Nos últimos anos, o TCE-SP intensificou o uso de ferramentas de inteligência de dados para identificar padrões suspeitos em processos licitatórios. Cruzamentos de informações entre CNPJ de fornecedores, valores contratados, especificações técnicas e histórico de licitações permitem ao tribunal detectar indícios de irregularidade com muito mais agilidade do que as auditorias tradicionais.
Para fornecedores que desejam participar de licitações náuticas em municípios paulistas, é importante saber que:
- Qualquer empresa pode consultar processos em andamento no TCE-SP pelo portal oficial do tribunal, verificando se determinado município está sob investigação.

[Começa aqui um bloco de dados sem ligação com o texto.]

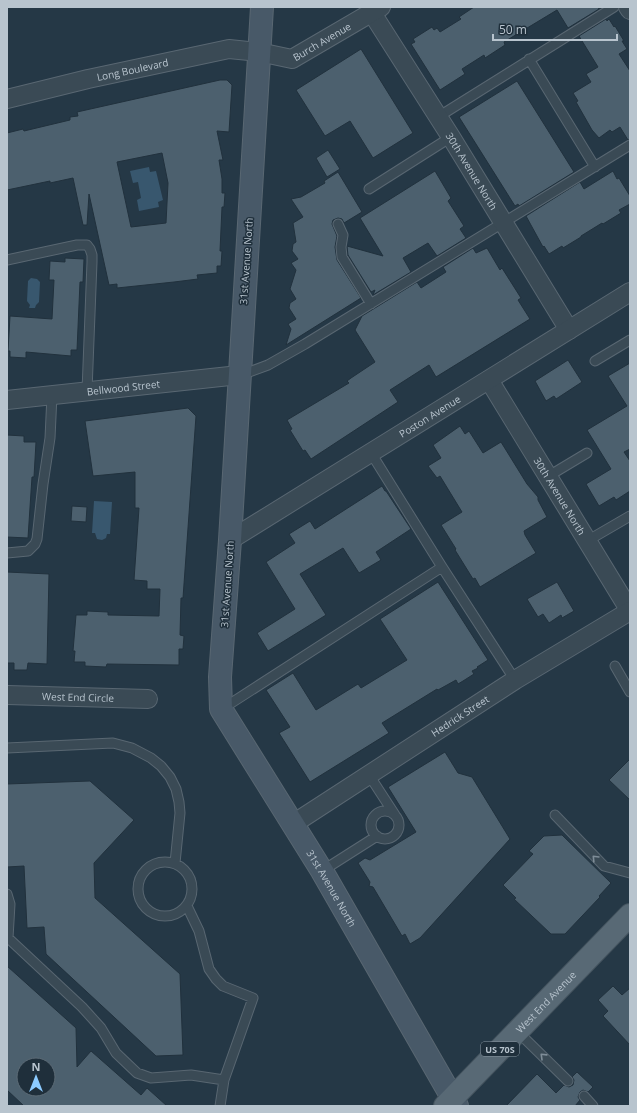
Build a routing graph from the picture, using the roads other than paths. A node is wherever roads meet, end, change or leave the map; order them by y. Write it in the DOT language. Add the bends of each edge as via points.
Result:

- Editais suspeitos de direcionamento podem ser denunciados diretamente ao TCE-SP, que possui canal específico para recebimento de denúncias.
- Empresas prejudicadas por irregularidades em licitações têm direito de impugnar o edital, recorrer administrativamente e acionar a Justiça para garantir a isonomia do processo.
- A participação em licitações irregulares — mesmo que a empresa não tenha promovido a fraude — pode gerar consequências jurídicas sérias, incluindo inabilitação em futuros processos.
Como Fornecedores Podem Participar com Segurança de Licitações Náuticas
Para empresas do setor náutico, de construção civil especializada ou de fornecimento de equipamentos flutuantes que desejam participar de licitações públicas com segurança jurídica, algumas práticas são essenciais.
Análise criteriosa do edital: Antes de qualquer coisa, leia o edital completo e verifique se as especificações técnicas são abertas o suficiente para permitir a participação de múltiplos fornecedores. Exigências excessivamente detalhadas que correspondem exatamente ao produto de uma única marca ou empresa são um sinal claro de direcionamento.
Pesquisa de preços de mercado: Compare os valores estimados pelo município com os preços praticados no mercado. Estimativas muito acima ou muito abaixo da realidade podem indicar irregularidades. O SINAPI (Sistema Nacional de Pesquisa de Custos e Índices da Construção Civil) é uma referência importante para obras náuticas com componentes de engenharia civil.
Verificação da regularidade do processo: Consulte se o município publicou o edital nos veículos obrigatórios, se os prazos legais foram respeitados e se há processos em andamento no TCE-SP relacionados ao município ou ao objeto da licitação.
Licenciamento ambiental: Estruturas náuticas em corpos d'água exigem licenciamento específico. Verifique se o município já possui as autorizações necessárias antes de investir na elaboração de proposta. A ausência de licença pode resultar na paralisação da obra e na rescisão do contrato.
Documentação técnica completa: Garanta que sua empresa possui todos os registros e certidões exigidos para habilitação, incluindo registro no CREA, Certidão de Acervo Técnico (CAT) para obras similares e atestados de capacidade técnica devidamente registrados.
Conclusão: Transparência e Vigilância São Fundamentais no Setor Náutico
As investigações sobre licitações de estruturas náuticas no interior de São Paulo reforçam a importância da fiscalização contínua dos gastos públicos municipais. Para gestores públicos, o caso serve de alerta sobre a necessidade de processos licitatórios transparentes, com especificações técnicas abertas e preços compatíveis com o mercado.
Para fornecedores do setor, o episódio demonstra que participar de licitações irregulares — mesmo sem intenção — pode gerar riscos jurídicos e reputacionais significativos. A melhor estratégia é sempre agir com transparência, denunciar irregularidades quando identificadas e buscar assessoria jurídica especializada em licitações antes de assinar qualquer contrato com o poder público.
O mercado de infraestrutura náutica pública em São Paulo é real e relevante. Com os processos corretos e a devida diligência, empresas sérias têm muito a ganhar participando dessas oportunidades de forma legal e competitiva.